Description of the task
Copy out every line in the entries below that includes "where".

Study material below:

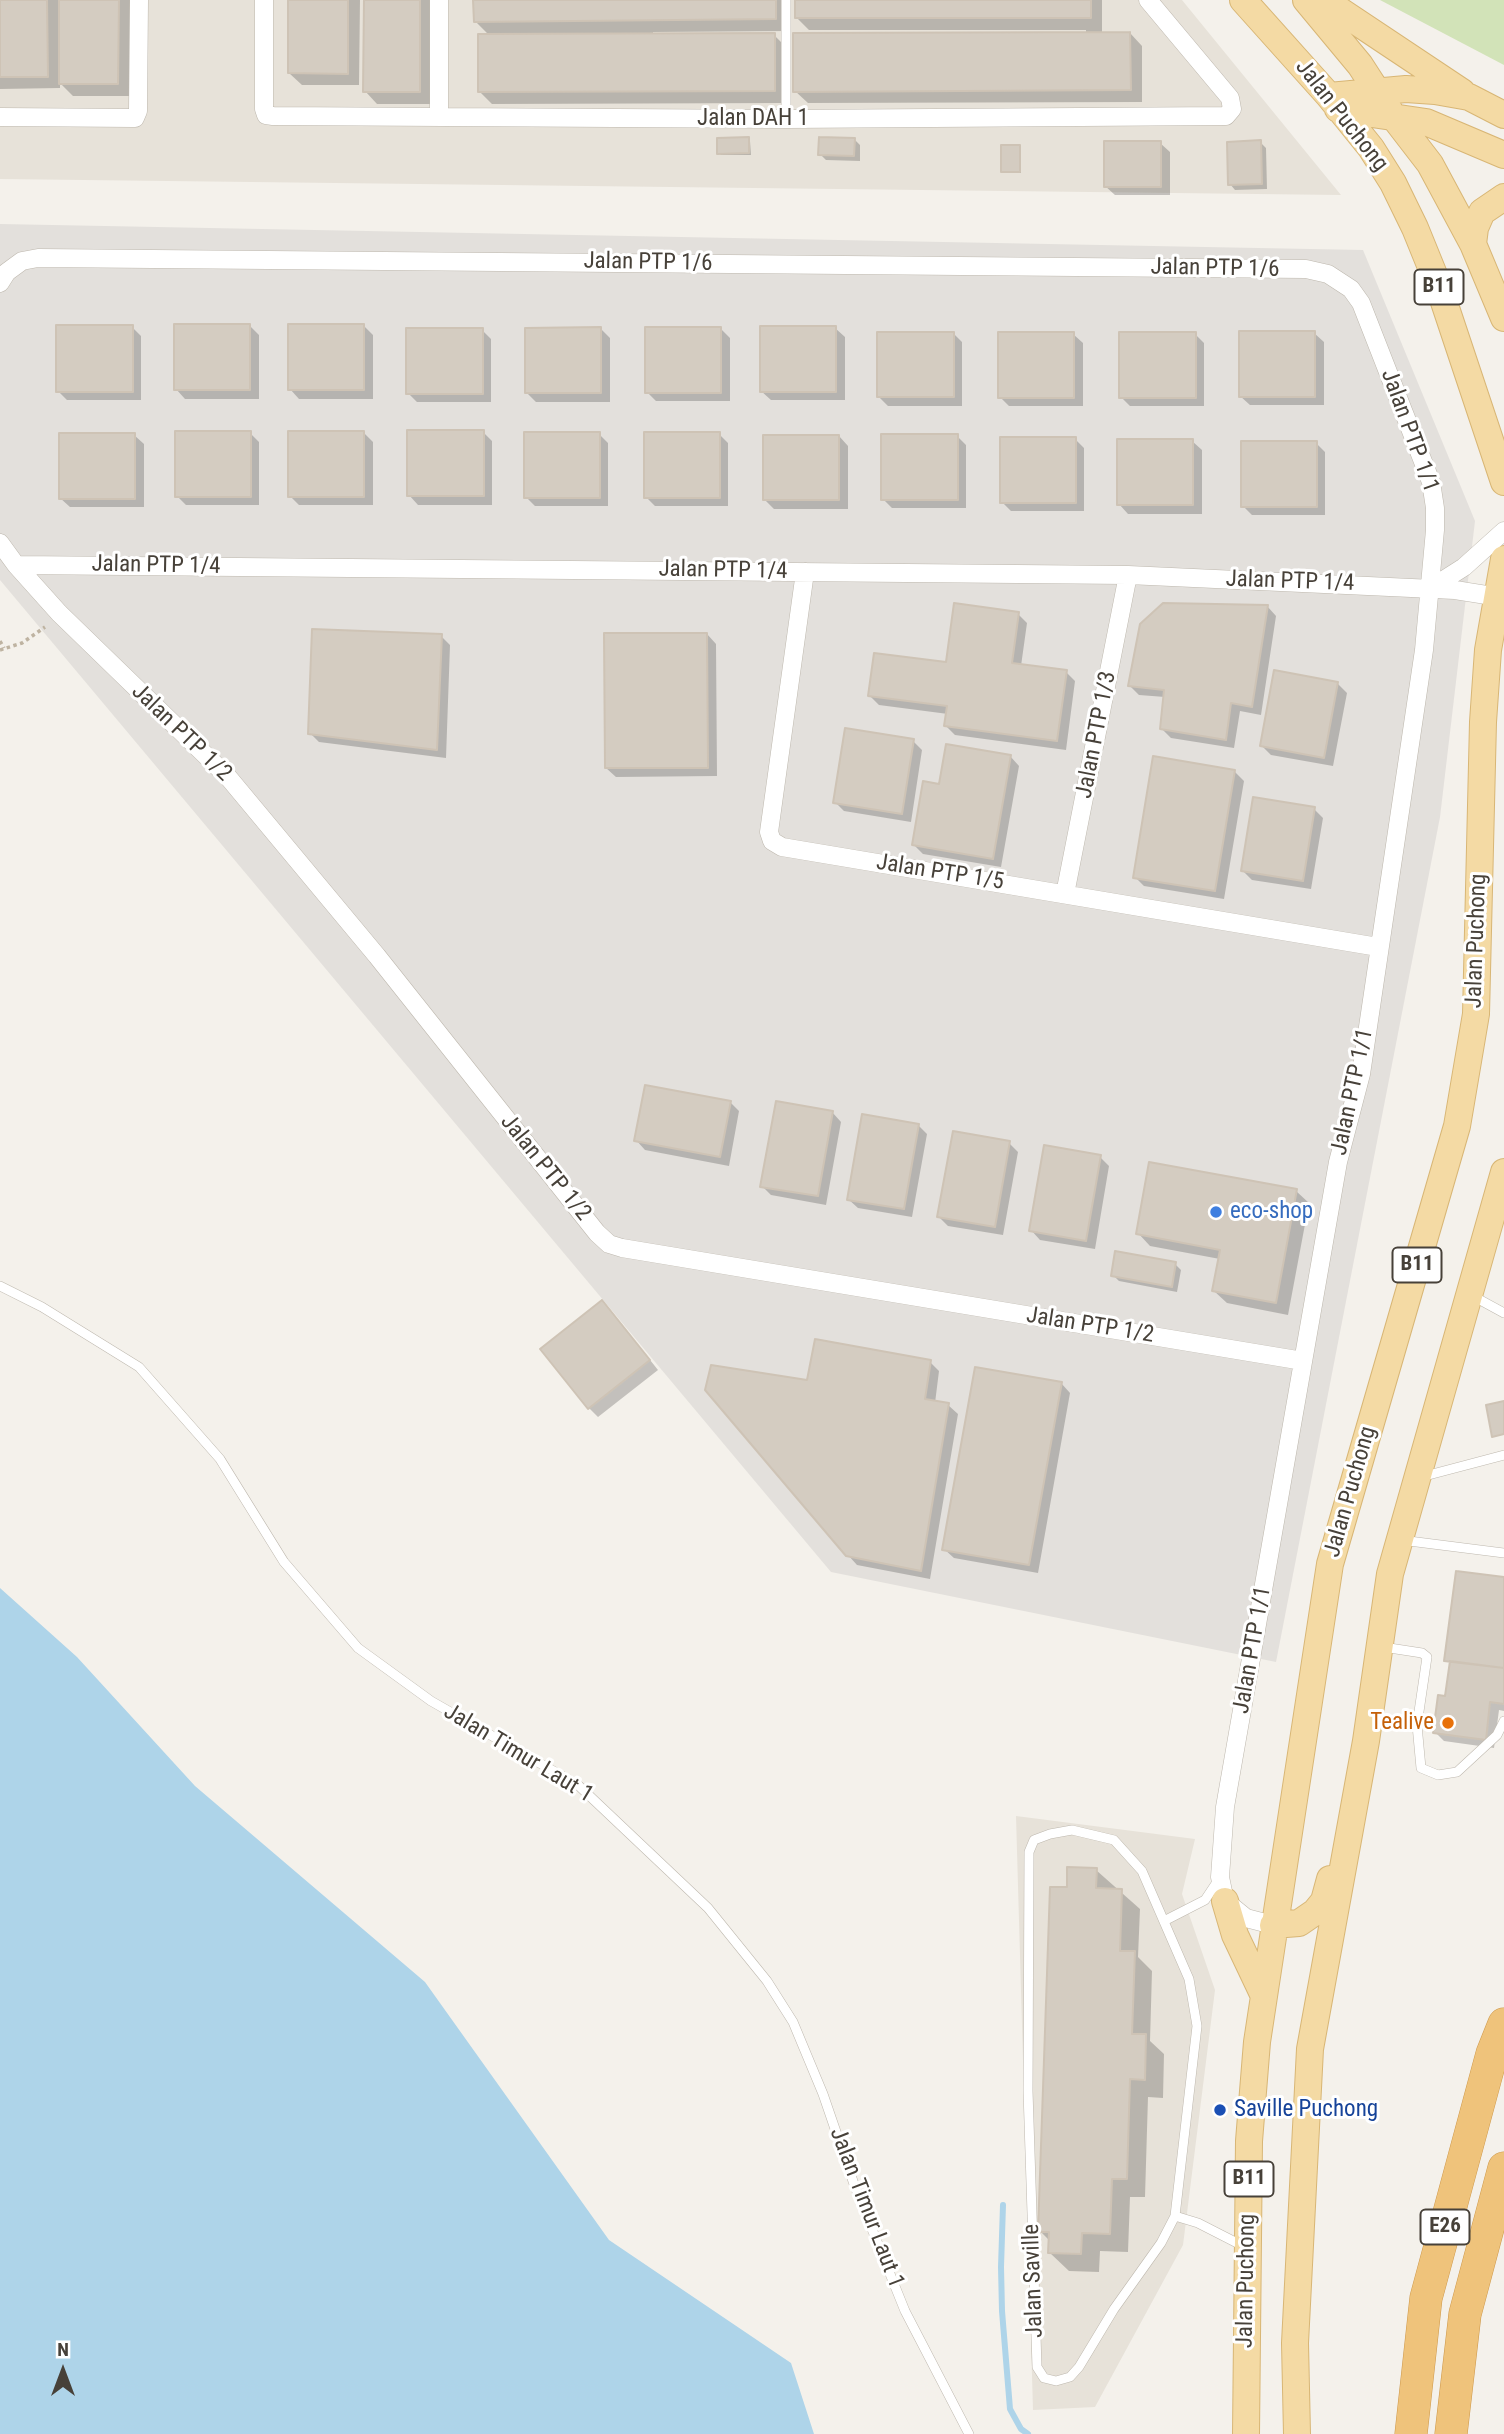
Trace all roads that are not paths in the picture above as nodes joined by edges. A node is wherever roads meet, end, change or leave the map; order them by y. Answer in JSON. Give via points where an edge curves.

End of Study material.
Study material below:

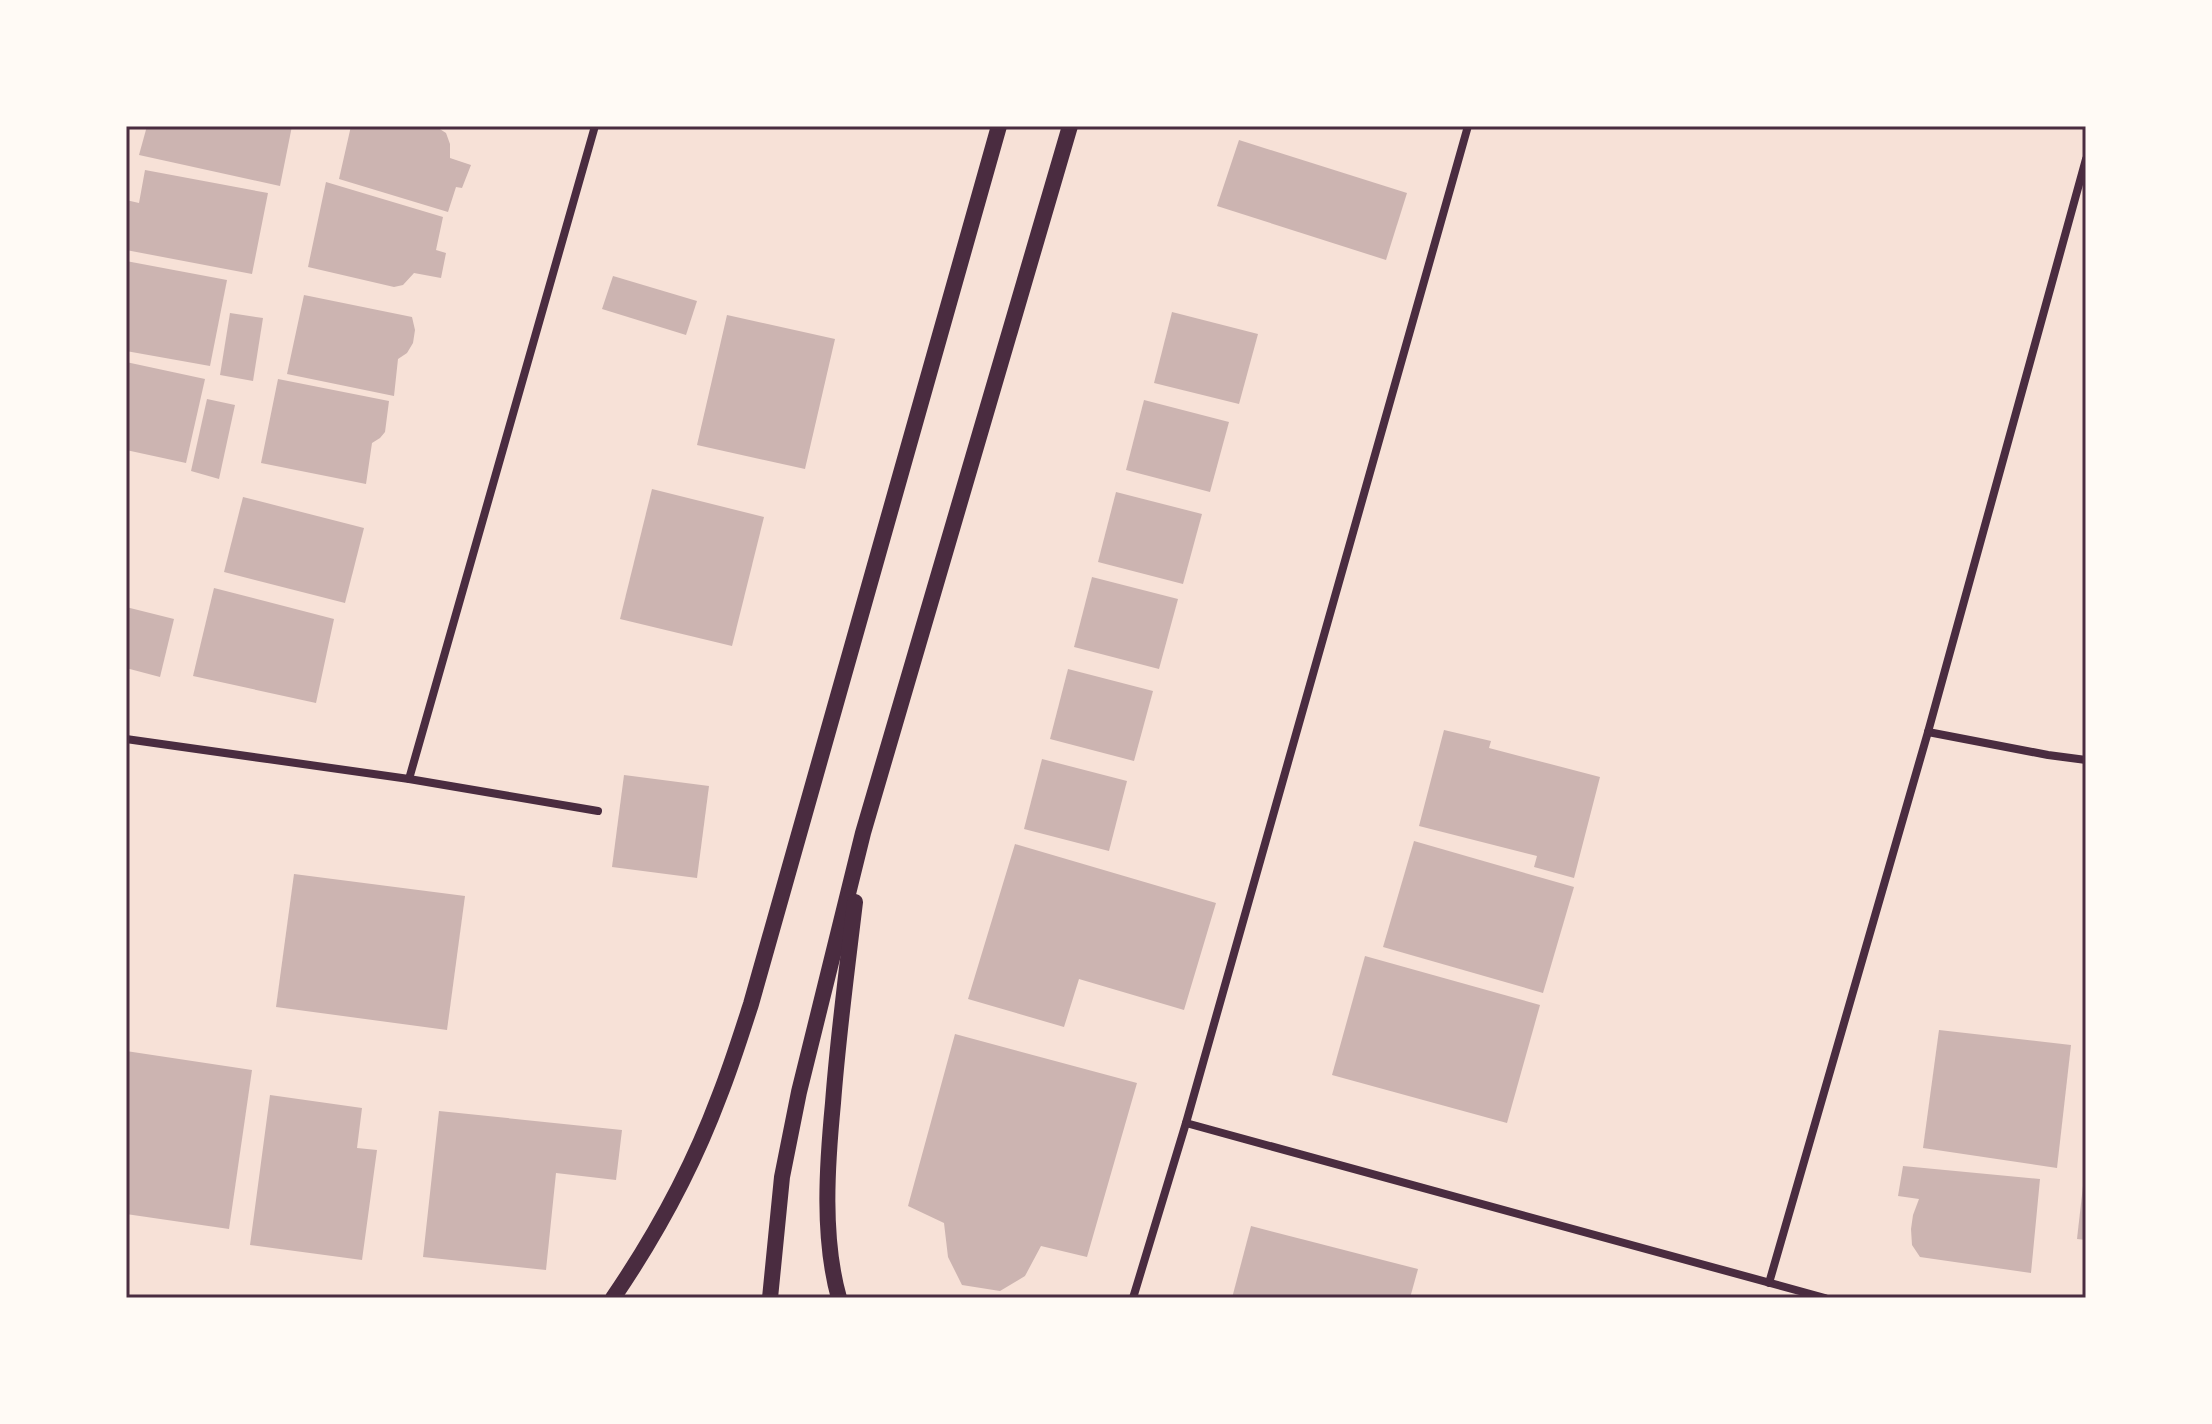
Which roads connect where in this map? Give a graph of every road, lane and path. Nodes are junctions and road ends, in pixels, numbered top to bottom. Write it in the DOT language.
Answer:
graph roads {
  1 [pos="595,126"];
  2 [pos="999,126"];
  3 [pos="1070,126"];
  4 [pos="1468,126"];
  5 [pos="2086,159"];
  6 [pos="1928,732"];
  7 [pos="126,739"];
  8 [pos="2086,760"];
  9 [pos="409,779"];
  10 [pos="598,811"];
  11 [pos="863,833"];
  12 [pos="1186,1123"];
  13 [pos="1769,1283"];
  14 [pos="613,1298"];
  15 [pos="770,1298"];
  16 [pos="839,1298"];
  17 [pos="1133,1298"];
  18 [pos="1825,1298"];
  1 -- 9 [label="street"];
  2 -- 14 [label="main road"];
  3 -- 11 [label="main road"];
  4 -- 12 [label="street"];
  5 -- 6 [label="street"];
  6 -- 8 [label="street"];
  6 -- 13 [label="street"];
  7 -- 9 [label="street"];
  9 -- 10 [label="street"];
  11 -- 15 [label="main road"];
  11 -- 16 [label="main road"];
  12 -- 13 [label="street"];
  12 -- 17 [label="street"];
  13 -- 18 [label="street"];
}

End of Study material.

Answer to this task
Trace all roads that are not paths in the picture above as nodes joined by edges. A node is wherever roads meet, end, change or leave the map; order them by y. Answer in JSON. Give via points where an edge curves.
Which roads connect where in this map? Give a graph of every road, lane and path. Nodes are junctions and road ends, in pixels, numbered top to bottom. Write it in the DOT language.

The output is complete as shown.